▸ Exercise
The lines to copy are those with "char" in them. Pull each one from the entries below.

Saved entries:
Start of Block

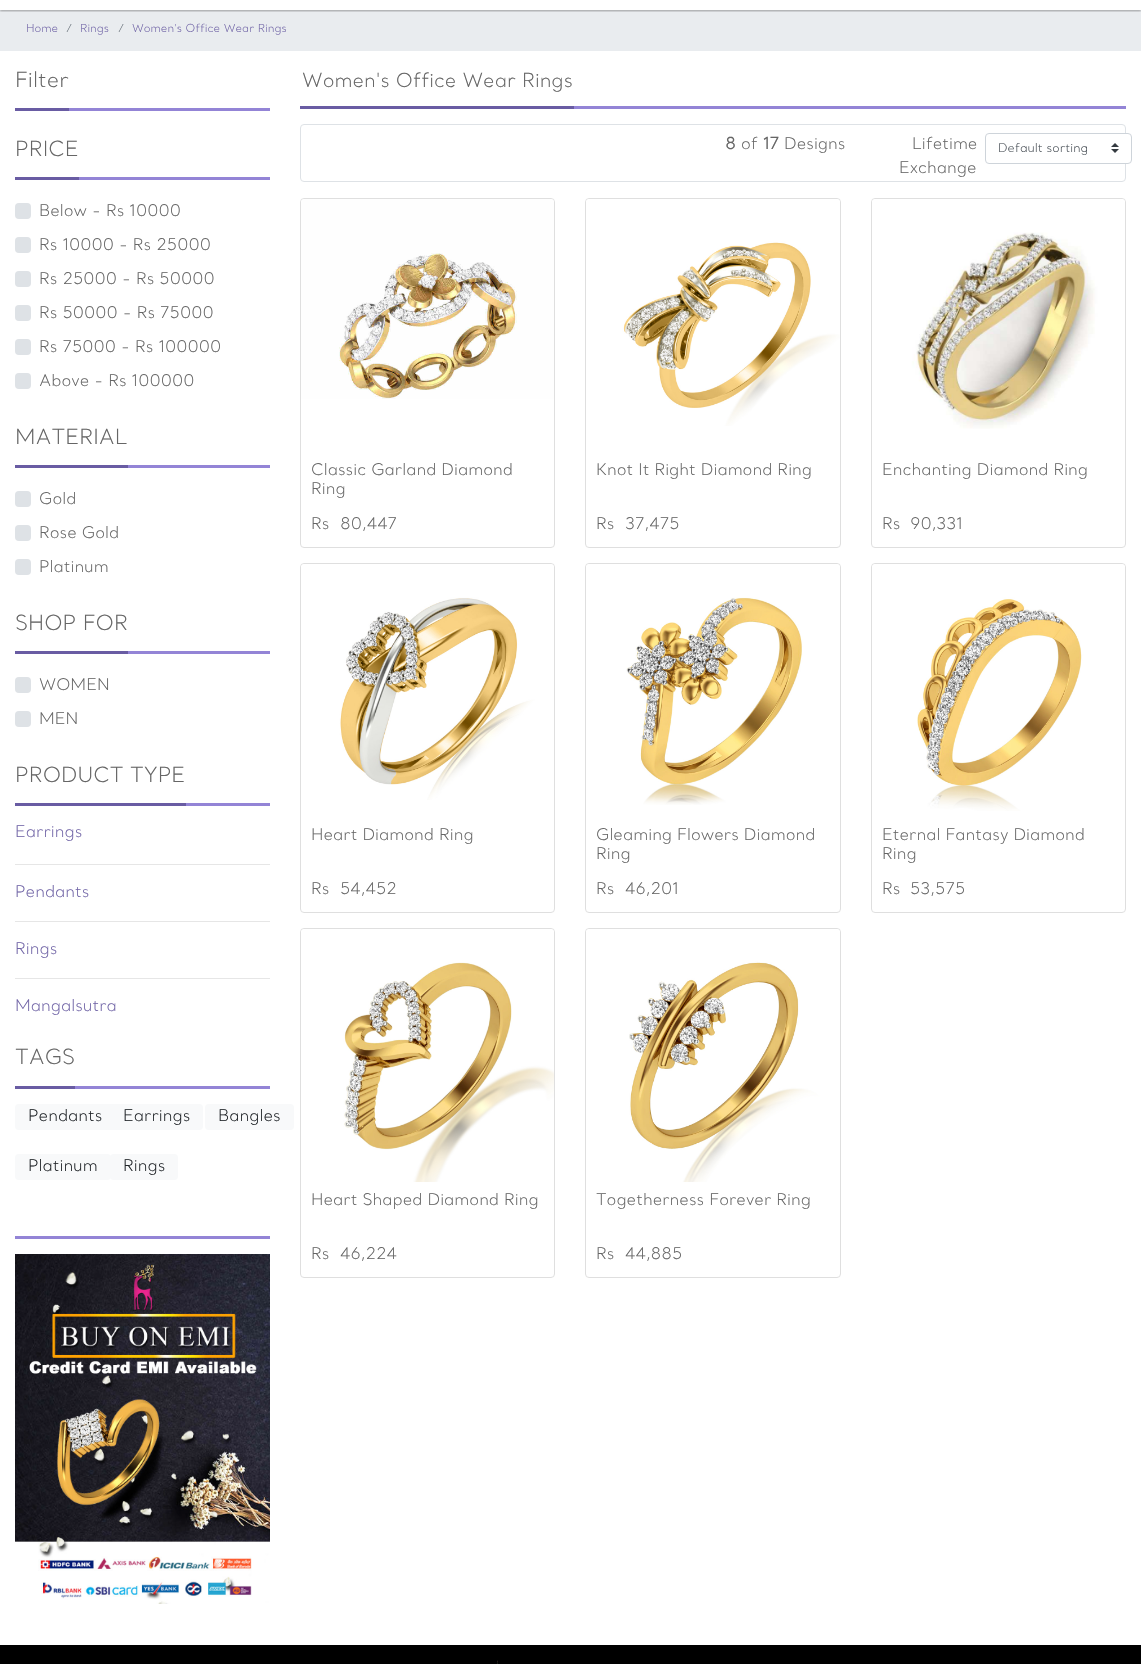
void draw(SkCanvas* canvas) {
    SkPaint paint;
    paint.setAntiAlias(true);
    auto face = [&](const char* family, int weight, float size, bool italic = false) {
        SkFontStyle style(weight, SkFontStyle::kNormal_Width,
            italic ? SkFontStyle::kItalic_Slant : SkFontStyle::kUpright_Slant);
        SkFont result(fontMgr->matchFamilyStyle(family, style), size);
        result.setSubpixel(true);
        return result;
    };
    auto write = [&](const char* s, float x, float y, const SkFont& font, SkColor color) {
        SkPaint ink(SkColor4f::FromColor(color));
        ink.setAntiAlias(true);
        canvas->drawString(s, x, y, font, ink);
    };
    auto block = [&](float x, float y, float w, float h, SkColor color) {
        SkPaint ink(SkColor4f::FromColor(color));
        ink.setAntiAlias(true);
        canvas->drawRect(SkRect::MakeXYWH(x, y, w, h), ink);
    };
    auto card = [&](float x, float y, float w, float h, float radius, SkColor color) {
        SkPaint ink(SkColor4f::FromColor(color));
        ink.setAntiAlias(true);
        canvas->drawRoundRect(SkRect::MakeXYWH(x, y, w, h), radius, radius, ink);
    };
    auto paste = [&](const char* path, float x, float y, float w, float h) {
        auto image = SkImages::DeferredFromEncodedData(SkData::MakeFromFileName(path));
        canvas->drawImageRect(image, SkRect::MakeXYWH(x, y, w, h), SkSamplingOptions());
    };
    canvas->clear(SK_ColorWHITE);
    block(0, 10, 1141, 41, SkColorSetRGB(233, 236, 239));
    canvas->save();
    canvas->clipRect(SkRect::MakeXYWH(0, 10, 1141, 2));
    paint.setColor(SkColorSetARGB(61, 0, 0, 0));
    paint.setMaskFilter(SkMaskFilter::MakeBlur(kNormal_SkBlurStyle, 1));
    canvas->drawRect(SkRect::MakeXYWH(0, -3, 1141, 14), paint);
    paint.setMaskFilter(nullptr);
    paint.setColor(SkColorSetARGB(31, 0, 0, 0));
    paint.setMaskFilter(SkMaskFilter::MakeBlur(kNormal_SkBlurStyle, 1.5f));
    canvas->drawRect(SkRect::MakeXYWH(0, -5, 1141, 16), paint);
    paint.setMaskFilter(nullptr);
    canvas->restore();
    auto kFont1 = face("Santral", 300, 11);
    write("Home", 26, 32, kFont1, SkColorSetRGB(113, 101, 167));
    write("/", 66, 32, kFont1, SkColorSetRGB(108, 117, 125));
    write("Rings", 80, 32, kFont1, SkColorSetRGB(113, 101, 167));
    write("/", 118, 32, kFont1, SkColorSetRGB(108, 117, 125));
    write("Women's Office Wear Rings", 132, 32, kFont1, SkColorSetRGB(113, 101, 167));
    block(69, 108, 201, 3, SkColorSetRGB(147, 132, 214));
    block(15, 108, 54, 3, SkColorSetRGB(105, 92, 163));
    auto kFont2 = face("Santral", 300, 20.75f);
    write("Filter", 15, 87, kFont2, SkColorSetRGB(102, 102, 102));
    block(79, 177, 191, 3, SkColorSetRGB(147, 132, 214));
    block(15, 177, 64, 3, SkColorSetRGB(105, 92, 163));
    write("PRICE", 15, 156, kFont2, SkColorSetRGB(102, 102, 102));
    card(15, 203, 16, 16, 4, SkColorSetRGB(222, 226, 230));
    auto kFont3 = face("Santral", 300, 16);
    write("Below - Rs 10000", 39, 216, kFont3, SkColorSetRGB(102, 102, 102));
    card(15, 237, 16, 16, 4, SkColorSetRGB(222, 226, 230));
    write("Rs 10000 - Rs 25000", 39, 250, kFont3, SkColorSetRGB(102, 102, 102));
    card(15, 271, 16, 16, 4, SkColorSetRGB(222, 226, 230));
    write("Rs 25000 - Rs 50000", 39, 284, kFont3, SkColorSetRGB(102, 102, 102));
    card(15, 305, 16, 16, 4, SkColorSetRGB(222, 226, 230));
    write("Rs 50000 - Rs 75000", 39, 318, kFont3, SkColorSetRGB(102, 102, 102));
    card(15, 339, 16, 16, 4, SkColorSetRGB(222, 226, 230));
    write("Rs 75000 - Rs 100000", 39, 352, kFont3, SkColorSetRGB(102, 102, 102));
    card(15, 373, 16, 16, 4, SkColorSetRGB(222, 226, 230));
    write("Above - Rs 100000", 39, 386, kFont3, SkColorSetRGB(102, 102, 102));
    block(128, 465, 142, 3, SkColorSetRGB(147, 132, 214));
    block(15, 465, 113, 3, SkColorSetRGB(105, 92, 163));
    write("MATERIAL", 15, 444, kFont2, SkColorSetRGB(102, 102, 102));
    card(15, 491, 16, 16, 4, SkColorSetRGB(222, 226, 230));
    write("Gold", 39, 504, kFont3, SkColorSetRGB(102, 102, 102));
    card(15, 525, 16, 16, 4, SkColorSetRGB(222, 226, 230));
    write("Rose Gold", 39, 538, kFont3, SkColorSetRGB(102, 102, 102));
    card(15, 559, 16, 16, 4, SkColorSetRGB(222, 226, 230));
    write("Platinum", 39, 572, kFont3, SkColorSetRGB(102, 102, 102));
    block(128, 651, 142, 3, SkColorSetRGB(147, 132, 214));
    block(15, 651, 113, 3, SkColorSetRGB(105, 92, 163));
    write("SHOP FOR", 15, 630, kFont2, SkColorSetRGB(102, 102, 102));
    card(15, 677, 16, 16, 4, SkColorSetRGB(222, 226, 230));
    write("WOMEN", 39, 690, kFont3, SkColorSetRGB(102, 102, 102));
    card(15, 711, 16, 16, 4, SkColorSetRGB(222, 226, 230));
    write("MEN", 39, 724, kFont3, SkColorSetRGB(102, 102, 102));
    block(186, 803, 84, 3, SkColorSetRGB(147, 132, 214));
    block(15, 803, 171, 3, SkColorSetRGB(105, 92, 163));
    write("PRODUCT TYPE", 15, 782, kFont2, SkColorSetRGB(102, 102, 102));
    write("Earrings", 15, 837, kFont3, SkColorSetRGB(113, 101, 167));
    block(15, 864, 255, 1, SkColorSetRGB(230, 230, 230));
    write("Pendants", 15, 897, kFont3, SkColorSetRGB(113, 101, 167));
    block(15, 921, 255, 1, SkColorSetRGB(230, 230, 230));
    write("Rings", 15, 954, kFont3, SkColorSetRGB(113, 101, 167));
    block(15, 978, 255, 1, SkColorSetRGB(230, 230, 230));
    write("Mangalsutra", 15, 1011, kFont3, SkColorSetRGB(113, 101, 167));
    block(75, 1086, 195, 3, SkColorSetRGB(147, 132, 214));
    block(15, 1086, 60, 3, SkColorSetRGB(105, 92, 163));
    write("TAGS", 15, 1064, kFont2, SkColorSetRGB(102, 102, 102));
    card(15, 1104, 100, 26, 4, SkColorSetRGB(248, 249, 250));
    write("Pendants", 28, 1121, kFont3, SkColorSetRGB(33, 37, 41));
    card(110, 1104, 93, 26, 4, SkColorSetRGB(248, 249, 250));
    write("Earrings", 123, 1121, kFont3, SkColorSetRGB(33, 37, 41));
    card(205, 1104, 89, 26, 4, SkColorSetRGB(248, 249, 250));
    write("Bangles", 218, 1121, kFont3, SkColorSetRGB(33, 37, 41));
    card(15, 1154, 96, 26, 4, SkColorSetRGB(248, 249, 250));
    write("Platinum", 28, 1171, kFont3, SkColorSetRGB(33, 37, 41));
    card(110, 1154, 68, 26, 4, SkColorSetRGB(248, 249, 250));
    write("Rings", 123, 1171, kFont3, SkColorSetRGB(33, 37, 41));
    block(15, 1236, 255, 3, SkColorSetRGB(147, 132, 214));
    paste("pic1.png", 15, 1254, 255, 350);
    block(574, 106, 552, 3, SkColorSetRGB(147, 132, 214));
    block(300, 106, 274, 3, SkColorSetRGB(105, 92, 163));
    auto kFont4 = face("Santral", 300, 19.25f);
    write("Women's Office Wear Rings", 302, 87, kFont4, SkColorSetRGB(102, 102, 102));
    paint.setStyle(SkPaint::kStroke_Style);
    paint.setStrokeWidth(1);
    paint.setColor(SkColorSetRGB(222, 226, 230));
    canvas->drawRoundRect(SkRect::MakeXYWH(300.5f, 124.5f, 825, 57), 3.5f, 3.5f, paint);
    auto kFont5 = face("Santral", 700, 16);
    write("8", 725, 149, kFont5, SkColorSetRGB(102, 102, 102));
    write("of", 741, 149, kFont3, SkColorSetRGB(102, 102, 102));
    write("17", 763, 149, kFont5, SkColorSetRGB(102, 102, 102));
    write("Designs", 784, 149, kFont3, SkColorSetRGB(102, 102, 102));
    write("Lifetime", 912, 149, kFont3, SkColorSetRGB(102, 102, 102));
    write("Exchange", 899, 173, kFont3, SkColorSetRGB(102, 102, 102));
    card(985, 133, 147, 31, 4, SK_ColorWHITE);
    paste("pic2.png", 1111, 143, 8, 10);
    paint.setColor(SkColorSetRGB(206, 212, 218));
    canvas->drawRoundRect(SkRect::MakeXYWH(985.5f, 133.5f, 146, 30), 3.5f, 3.5f, paint);
    auto kFont6 = face("Santral", 300, 12);
    write("Default sorting", 998, 152, kFont6, SkColorSetRGB(73, 80, 87));
    paint.setColor(SkColorSetRGB(223, 223, 223));
    canvas->drawRoundRect(SkRect::MakeXYWH(300.5f, 198.5f, 254, 349), 3.5f, 3.5f, paint);
    paste("pic3.png", 301, 199, 253, 200);
    write("Classic Garland Diamond", 311, 475, kFont3, SkColorSetRGB(102, 102, 102));
    write("Ring", 311, 494, kFont3, SkColorSetRGB(102, 102, 102));
    write("Rs", 311, 529, kFont3, SkColorSetRGB(102, 102, 102));
    write("80,447", 340, 529, kFont3, SkColorSetRGB(102, 102, 102));
    canvas->drawRoundRect(SkRect::MakeXYWH(585.5f, 198.5f, 255, 349), 3.5f, 3.5f, paint);
    paste("pic4.png", 586, 199, 254, 227);
    write("Knot It Right Diamond Ring", 596, 475, kFont3, SkColorSetRGB(102, 102, 102));
    write("Rs", 596, 529, kFont3, SkColorSetRGB(102, 102, 102));
    write("37,475", 625, 529, kFont3, SkColorSetRGB(102, 102, 102));
    canvas->drawRoundRect(SkRect::MakeXYWH(871.5f, 198.5f, 254, 349), 3.5f, 3.5f, paint);
    paste("pic5.png", 872, 199, 253, 230);
    write("Enchanting Diamond Ring", 882, 475, kFont3, SkColorSetRGB(102, 102, 102));
    write("Rs", 882, 529, kFont3, SkColorSetRGB(102, 102, 102));
    write("90,331", 910, 529, kFont3, SkColorSetRGB(102, 102, 102));
    canvas->drawRoundRect(SkRect::MakeXYWH(300.5f, 563.5f, 254, 349), 3.5f, 3.5f, paint);
    paste("pic6.png", 301, 564, 253, 236);
    write("Heart Diamond Ring", 311, 840, kFont3, SkColorSetRGB(102, 102, 102));
    write("Rs", 311, 894, kFont3, SkColorSetRGB(102, 102, 102));
    write("54,452", 340, 894, kFont3, SkColorSetRGB(102, 102, 102));
    canvas->drawRoundRect(SkRect::MakeXYWH(585.5f, 563.5f, 255, 349), 3.5f, 3.5f, paint);
    paste("pic7.png", 586, 564, 254, 241);
    write("Gleaming Flowers Diamond", 596, 840, kFont3, SkColorSetRGB(102, 102, 102));
    write("Ring", 596, 859, kFont3, SkColorSetRGB(102, 102, 102));
    write("Rs", 596, 894, kFont3, SkColorSetRGB(102, 102, 102));
    write("46,201", 625, 894, kFont3, SkColorSetRGB(102, 102, 102));
    canvas->drawRoundRect(SkRect::MakeXYWH(871.5f, 563.5f, 254, 349), 3.5f, 3.5f, paint);
    paste("pic8.png", 872, 564, 253, 247);
    write("Eternal Fantasy Diamond", 882, 840, kFont3, SkColorSetRGB(102, 102, 102));
    write("Ring", 882, 859, kFont3, SkColorSetRGB(102, 102, 102));
    write("Rs", 882, 894, kFont3, SkColorSetRGB(102, 102, 102));
    write("53,575", 910, 894, kFont3, SkColorSetRGB(102, 102, 102));
    canvas->drawRoundRect(SkRect::MakeXYWH(300.5f, 928.5f, 254, 349), 3.5f, 3.5f, paint);
    paste("pic9.png", 301, 929, 253, 253);
    write("Heart Shaped Diamond Ring", 311, 1205, kFont3, SkColorSetRGB(102, 102, 102));
    write("Rs", 311, 1259, kFont3, SkColorSetRGB(102, 102, 102));
    write("46,224", 340, 1259, kFont3, SkColorSetRGB(102, 102, 102));
    canvas->drawRoundRect(SkRect::MakeXYWH(585.5f, 928.5f, 255, 349), 3.5f, 3.5f, paint);
    paste("pic10.png", 586, 929, 254, 253);
    write("Togetherness Forever Ring", 596, 1205, kFont3, SkColorSetRGB(102, 102, 102));
    write("Rs", 596, 1259, kFont3, SkColorSetRGB(102, 102, 102));
    write("44,885", 625, 1259, kFont3, SkColorSetRGB(102, 102, 102));
    block(0, 1645, 1141, 19, SK_ColorBLACK);
    paste("pic11.png", 497, 1660, 1, 4);
}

End of Block

▸ Exercise output
    auto face = [&](const char* family, int weight, float size, bool italic = false) {
    auto write = [&](const char* s, float x, float y, const SkFont& font, SkColor color) {
    auto paste = [&](const char* path, float x, float y, float w, float h) {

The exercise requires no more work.